Di kemudian waktu, pola buku Saman inilah yang diteruskan oleh berderet penerbitan buku sastra, bahkan umumnya buku, yakni adanya endorsement yang sejak awal diperuntukkan penerbitan buku. Yang membedakan endorsement sejumlah buku terbitan belakangan dibandingkan dengan Saman adalah, endorsement untuk Saman tak semuanya berisi pujian. Pramoedya Ananta Toer menyatakan secara gamblang,”Saya tidak kuat melanjutkannya. Melanjutkan membaca rasanya saya jadi tapol lagi.” Sementara terbitan lainnya, lebih banyak sebagai pujian atau tampak sebagai basa-basi yang tak tampak menukik—mungkin karena pemberi komentar sama sekali tak membaca keseluruhan buku secara baik dan benar, atau itu bentuk rasa sungkan untuk melontarkan kritik, yang berujung pada kurang diminatinya buku tersebut di mata calon pembeli. Soalnya, segenap kemasan, segenap desain visual dan segenap pemberi teks dan isi teks memang diniatkan untuk membetot perhatian agar buku tersebut dibeli atau dibaca.
Sekadar ilustrasi, saya pernah diminta menulis hal yang sama untuk sebuah kumpulan cerita pendek, yang rata-rata setting-nya ranah Minangkabau. Pada kalimat akhir, saya tulis, ”Di negeri matrilineal ini, entah kenapa hampir semua kisah menempatkan para perempuan sebagai sumber bencana atau sebagai antagonis.”Kalimat terakhir ini kemudian dipenggal untuk tak dimuat sebagai endorsement. Mungkin isinya ditafsirkan sebagai kritik yang akan merugikan promosi buku kumpulan cerpen termaksud. Padahal, pernyataan itu saya niatkan untuk memancing diskusi lebih lanjut.
Argumentasi
Kalau coba dirumuskan, ada beberapa pola kritik sampul belakang. Pola pertama, berisi kritik—baik dengan argumentasi atau tidak—macam yang dilakukan Pramoedya Ananta Toer atas novel Saman. Pola ini boleh dikata langka. Pola kedua, berisi pujian, ada atau tanpa argumentasi. Pola ketiga, pujian yang terasa mengambang—yang rata-rata diberikan nama-nama kondang, termasuk di dalamnya para selebritas atau sosok yang terkait dengan bidang yang ditekuni nama bersangkutan, yang bisa saja tak ada kait mengait dengan dunia kesusastraan.

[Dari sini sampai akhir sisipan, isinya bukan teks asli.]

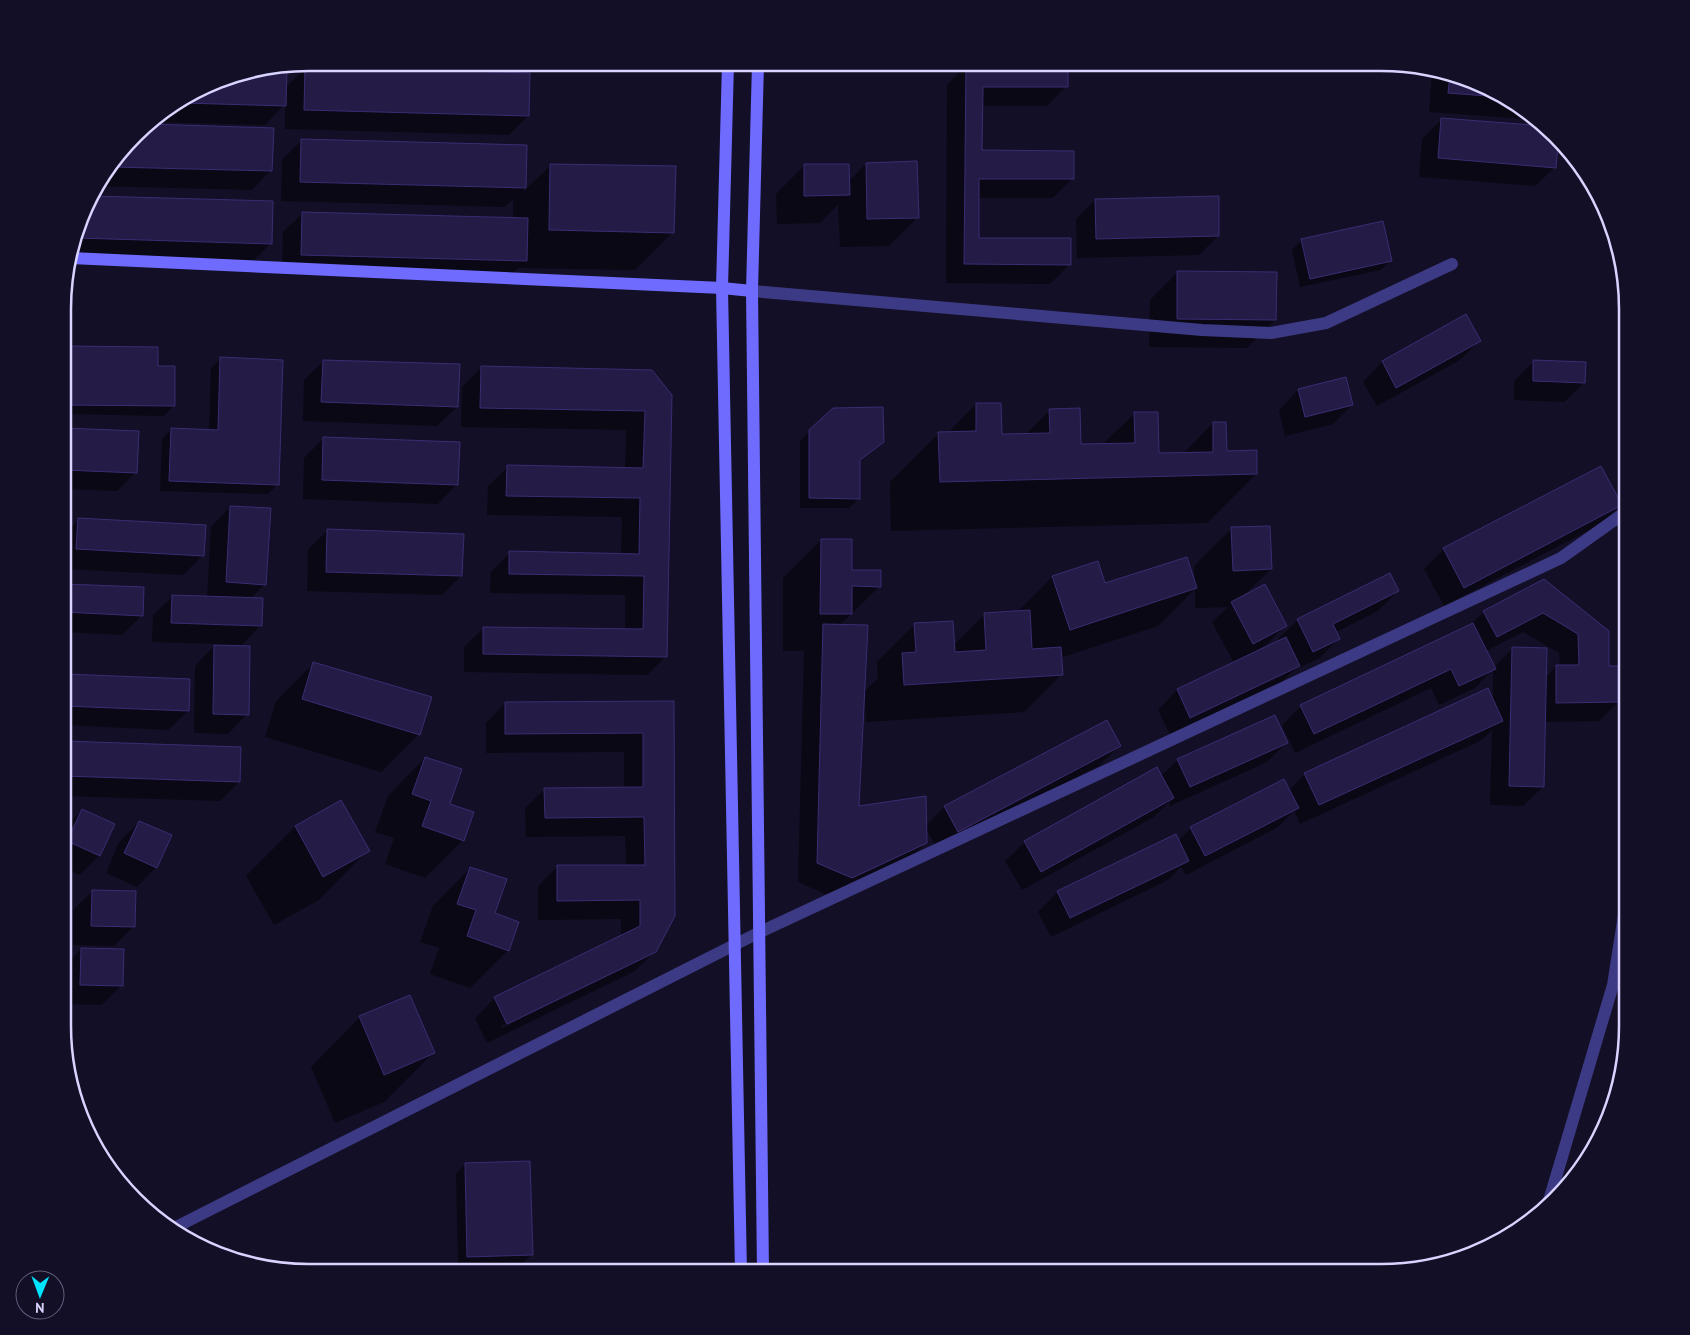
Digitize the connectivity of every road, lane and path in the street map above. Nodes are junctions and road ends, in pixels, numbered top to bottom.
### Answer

Sebagai contoh, novel Amba (2012) karya Laksmi Pamuntjak, ada empat nama pemberi endorsement di sampul belakang, yakni Amarzan Loebis, Ariel Heryanto, Sitok Srengenge, dan Dewi Lestari. Dua nama yang disebut pertama memiliki pemahaman mendalam mengenai sejarah kelam yang dikaitkan dengan partai komunis—yang menjadi bahan mentah sekaligus bahan baku cerita—yang kemudian waktu dipinggirkan. Nama ketiga, Sitok Srengenge, tak semata sebagai penyair, penulis novel, dan esais, yang cenderung memberikan pujian dengan segenap alasannya. Sementara nama terakhir, tampaknya diminta menulis komentar lebih sebagai selebritas: ”penulis buku bestseller”, yang komentarnya memang tak serinci Sitok dan tak sefokus Ariel dan Amarzan.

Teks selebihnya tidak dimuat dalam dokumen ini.